## Task statement:
Write down the listing again exactly as it appears below, without its pictures.

## Input for this task:
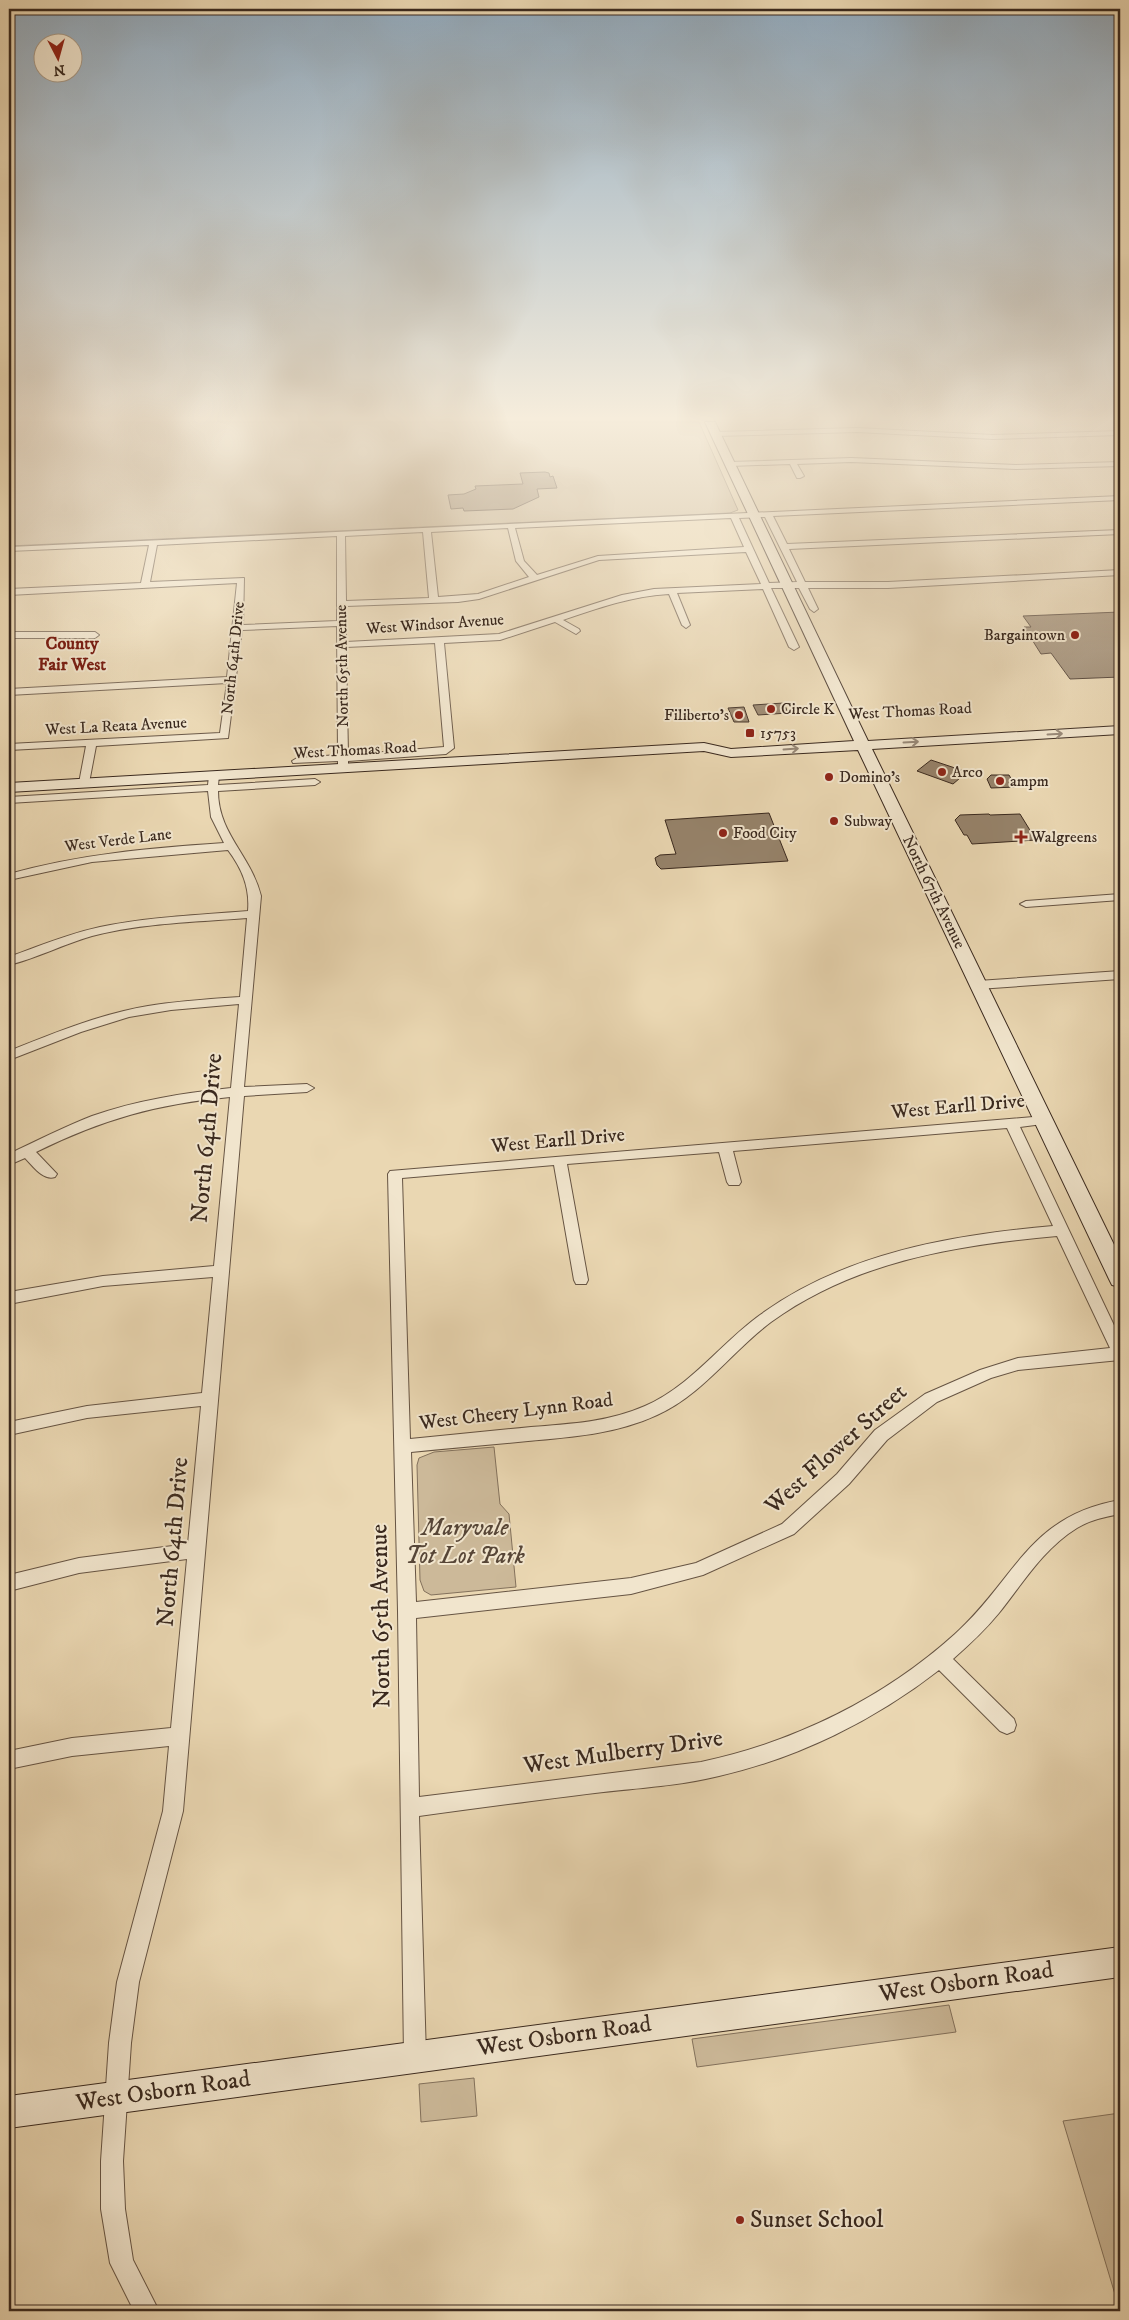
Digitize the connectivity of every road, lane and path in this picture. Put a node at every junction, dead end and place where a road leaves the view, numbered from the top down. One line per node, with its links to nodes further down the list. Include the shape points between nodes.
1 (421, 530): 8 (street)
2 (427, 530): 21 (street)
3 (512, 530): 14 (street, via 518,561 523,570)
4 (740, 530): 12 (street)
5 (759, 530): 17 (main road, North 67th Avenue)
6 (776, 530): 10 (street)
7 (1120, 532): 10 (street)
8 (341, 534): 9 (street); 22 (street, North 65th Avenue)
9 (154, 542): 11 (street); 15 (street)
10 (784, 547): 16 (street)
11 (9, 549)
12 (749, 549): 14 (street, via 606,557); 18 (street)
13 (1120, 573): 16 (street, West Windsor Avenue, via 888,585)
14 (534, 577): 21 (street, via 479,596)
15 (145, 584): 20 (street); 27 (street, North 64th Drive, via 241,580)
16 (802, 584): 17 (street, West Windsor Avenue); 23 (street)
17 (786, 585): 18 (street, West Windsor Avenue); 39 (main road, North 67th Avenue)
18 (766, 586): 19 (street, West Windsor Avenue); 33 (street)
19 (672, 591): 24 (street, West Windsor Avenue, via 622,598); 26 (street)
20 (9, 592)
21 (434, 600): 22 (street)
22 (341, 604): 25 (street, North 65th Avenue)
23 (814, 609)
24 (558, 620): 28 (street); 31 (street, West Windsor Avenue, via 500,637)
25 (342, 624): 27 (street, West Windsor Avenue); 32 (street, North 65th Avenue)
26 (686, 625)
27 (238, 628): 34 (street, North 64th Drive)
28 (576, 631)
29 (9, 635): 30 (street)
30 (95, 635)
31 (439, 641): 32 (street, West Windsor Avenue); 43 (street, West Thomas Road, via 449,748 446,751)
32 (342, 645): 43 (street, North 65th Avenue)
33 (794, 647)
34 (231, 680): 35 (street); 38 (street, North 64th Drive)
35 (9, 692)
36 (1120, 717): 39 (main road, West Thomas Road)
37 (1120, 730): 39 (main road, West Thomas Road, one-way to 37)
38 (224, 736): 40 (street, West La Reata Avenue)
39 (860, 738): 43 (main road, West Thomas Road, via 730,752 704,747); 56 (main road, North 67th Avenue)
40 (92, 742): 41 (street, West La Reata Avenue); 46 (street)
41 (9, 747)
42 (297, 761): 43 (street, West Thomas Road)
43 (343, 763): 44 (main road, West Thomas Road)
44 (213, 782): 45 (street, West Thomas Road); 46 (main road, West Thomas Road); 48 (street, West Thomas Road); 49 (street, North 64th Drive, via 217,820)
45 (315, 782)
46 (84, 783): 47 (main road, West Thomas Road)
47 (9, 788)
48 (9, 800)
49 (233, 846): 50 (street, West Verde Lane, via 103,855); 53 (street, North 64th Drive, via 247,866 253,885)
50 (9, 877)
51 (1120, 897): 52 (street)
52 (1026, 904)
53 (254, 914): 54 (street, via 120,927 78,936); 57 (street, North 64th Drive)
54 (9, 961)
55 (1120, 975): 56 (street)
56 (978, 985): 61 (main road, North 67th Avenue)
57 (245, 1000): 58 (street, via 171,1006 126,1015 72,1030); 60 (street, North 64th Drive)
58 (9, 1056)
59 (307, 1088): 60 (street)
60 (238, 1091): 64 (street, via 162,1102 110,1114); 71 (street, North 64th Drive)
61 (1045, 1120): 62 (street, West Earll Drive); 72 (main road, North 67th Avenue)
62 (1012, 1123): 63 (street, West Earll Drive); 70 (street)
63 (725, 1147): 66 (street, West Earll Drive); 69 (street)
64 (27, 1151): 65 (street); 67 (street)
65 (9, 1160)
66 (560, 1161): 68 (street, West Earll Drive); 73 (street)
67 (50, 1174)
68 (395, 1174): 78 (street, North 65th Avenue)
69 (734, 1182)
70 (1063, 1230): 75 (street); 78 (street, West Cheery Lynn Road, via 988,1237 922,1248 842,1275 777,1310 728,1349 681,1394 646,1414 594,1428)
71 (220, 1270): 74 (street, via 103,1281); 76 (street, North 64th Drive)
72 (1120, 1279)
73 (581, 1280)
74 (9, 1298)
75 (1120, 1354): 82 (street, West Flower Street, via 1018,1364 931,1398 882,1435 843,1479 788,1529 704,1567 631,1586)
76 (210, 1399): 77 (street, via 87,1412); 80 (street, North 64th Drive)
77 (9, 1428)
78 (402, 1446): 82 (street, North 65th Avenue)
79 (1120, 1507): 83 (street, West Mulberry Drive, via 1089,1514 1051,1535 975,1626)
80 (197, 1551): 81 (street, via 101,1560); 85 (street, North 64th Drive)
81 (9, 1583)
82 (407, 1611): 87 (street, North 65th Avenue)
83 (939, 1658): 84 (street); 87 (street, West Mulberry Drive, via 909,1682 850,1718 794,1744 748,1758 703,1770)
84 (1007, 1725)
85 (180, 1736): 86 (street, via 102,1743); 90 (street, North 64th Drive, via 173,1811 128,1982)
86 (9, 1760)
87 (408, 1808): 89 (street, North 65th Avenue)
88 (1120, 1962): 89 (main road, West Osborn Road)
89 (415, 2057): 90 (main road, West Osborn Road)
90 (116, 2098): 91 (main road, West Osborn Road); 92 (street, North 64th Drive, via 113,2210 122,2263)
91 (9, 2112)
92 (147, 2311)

## Result:
Digitize the connectivity of every road, lane and path in this picture. Put a node at every junction, dead end and place where a road leaves the view, numbered from the top down. One line per node, with its links to nodes further down the list. Include the shape points between nodes.
1 (421, 530): 8 (street)
2 (427, 530): 21 (street)
3 (512, 530): 14 (street, via 518,561 523,570)
4 (740, 530): 12 (street)
5 (759, 530): 17 (main road, North 67th Avenue)
6 (776, 530): 10 (street)
7 (1120, 532): 10 (street)
8 (341, 534): 9 (street); 22 (street, North 65th Avenue)
9 (154, 542): 11 (street); 15 (street)
10 (784, 547): 16 (street)
11 (9, 549)
12 (749, 549): 14 (street, via 606,557); 18 (street)
13 (1120, 573): 16 (street, West Windsor Avenue, via 888,585)
14 (534, 577): 21 (street, via 479,596)
15 (145, 584): 20 (street); 27 (street, North 64th Drive, via 241,580)
16 (802, 584): 17 (street, West Windsor Avenue); 23 (street)
17 (786, 585): 18 (street, West Windsor Avenue); 39 (main road, North 67th Avenue)
18 (766, 586): 19 (street, West Windsor Avenue); 33 (street)
19 (672, 591): 24 (street, West Windsor Avenue, via 622,598); 26 (street)
20 (9, 592)
21 (434, 600): 22 (street)
22 (341, 604): 25 (street, North 65th Avenue)
23 (814, 609)
24 (558, 620): 28 (street); 31 (street, West Windsor Avenue, via 500,637)
25 (342, 624): 27 (street, West Windsor Avenue); 32 (street, North 65th Avenue)
26 (686, 625)
27 (238, 628): 34 (street, North 64th Drive)
28 (576, 631)
29 (9, 635): 30 (street)
30 (95, 635)
31 (439, 641): 32 (street, West Windsor Avenue); 43 (street, West Thomas Road, via 449,748 446,751)
32 (342, 645): 43 (street, North 65th Avenue)
33 (794, 647)
34 (231, 680): 35 (street); 38 (street, North 64th Drive)
35 (9, 692)
36 (1120, 717): 39 (main road, West Thomas Road)
37 (1120, 730): 39 (main road, West Thomas Road, one-way to 37)
38 (224, 736): 40 (street, West La Reata Avenue)
39 (860, 738): 43 (main road, West Thomas Road, via 730,752 704,747); 56 (main road, North 67th Avenue)
40 (92, 742): 41 (street, West La Reata Avenue); 46 (street)
41 (9, 747)
42 (297, 761): 43 (street, West Thomas Road)
43 (343, 763): 44 (main road, West Thomas Road)
44 (213, 782): 45 (street, West Thomas Road); 46 (main road, West Thomas Road); 48 (street, West Thomas Road); 49 (street, North 64th Drive, via 217,820)
45 (315, 782)
46 (84, 783): 47 (main road, West Thomas Road)
47 (9, 788)
48 (9, 800)
49 (233, 846): 50 (street, West Verde Lane, via 103,855); 53 (street, North 64th Drive, via 247,866 253,885)
50 (9, 877)
51 (1120, 897): 52 (street)
52 (1026, 904)
53 (254, 914): 54 (street, via 120,927 78,936); 57 (street, North 64th Drive)
54 (9, 961)
55 (1120, 975): 56 (street)
56 (978, 985): 61 (main road, North 67th Avenue)
57 (245, 1000): 58 (street, via 171,1006 126,1015 72,1030); 60 (street, North 64th Drive)
58 (9, 1056)
59 (307, 1088): 60 (street)
60 (238, 1091): 64 (street, via 162,1102 110,1114); 71 (street, North 64th Drive)
61 (1045, 1120): 62 (street, West Earll Drive); 72 (main road, North 67th Avenue)
62 (1012, 1123): 63 (street, West Earll Drive); 70 (street)
63 (725, 1147): 66 (street, West Earll Drive); 69 (street)
64 (27, 1151): 65 (street); 67 (street)
65 (9, 1160)
66 (560, 1161): 68 (street, West Earll Drive); 73 (street)
67 (50, 1174)
68 (395, 1174): 78 (street, North 65th Avenue)
69 (734, 1182)
70 (1063, 1230): 75 (street); 78 (street, West Cheery Lynn Road, via 988,1237 922,1248 842,1275 777,1310 728,1349 681,1394 646,1414 594,1428)
71 (220, 1270): 74 (street, via 103,1281); 76 (street, North 64th Drive)
72 (1120, 1279)
73 (581, 1280)
74 (9, 1298)
75 (1120, 1354): 82 (street, West Flower Street, via 1018,1364 931,1398 882,1435 843,1479 788,1529 704,1567 631,1586)
76 (210, 1399): 77 (street, via 87,1412); 80 (street, North 64th Drive)
77 (9, 1428)
78 (402, 1446): 82 (street, North 65th Avenue)
79 (1120, 1507): 83 (street, West Mulberry Drive, via 1089,1514 1051,1535 975,1626)
80 (197, 1551): 81 (street, via 101,1560); 85 (street, North 64th Drive)
81 (9, 1583)
82 (407, 1611): 87 (street, North 65th Avenue)
83 (939, 1658): 84 (street); 87 (street, West Mulberry Drive, via 909,1682 850,1718 794,1744 748,1758 703,1770)
84 (1007, 1725)
85 (180, 1736): 86 (street, via 102,1743); 90 (street, North 64th Drive, via 173,1811 128,1982)
86 (9, 1760)
87 (408, 1808): 89 (street, North 65th Avenue)
88 (1120, 1962): 89 (main road, West Osborn Road)
89 (415, 2057): 90 (main road, West Osborn Road)
90 (116, 2098): 91 (main road, West Osborn Road); 92 (street, North 64th Drive, via 113,2210 122,2263)
91 (9, 2112)
92 (147, 2311)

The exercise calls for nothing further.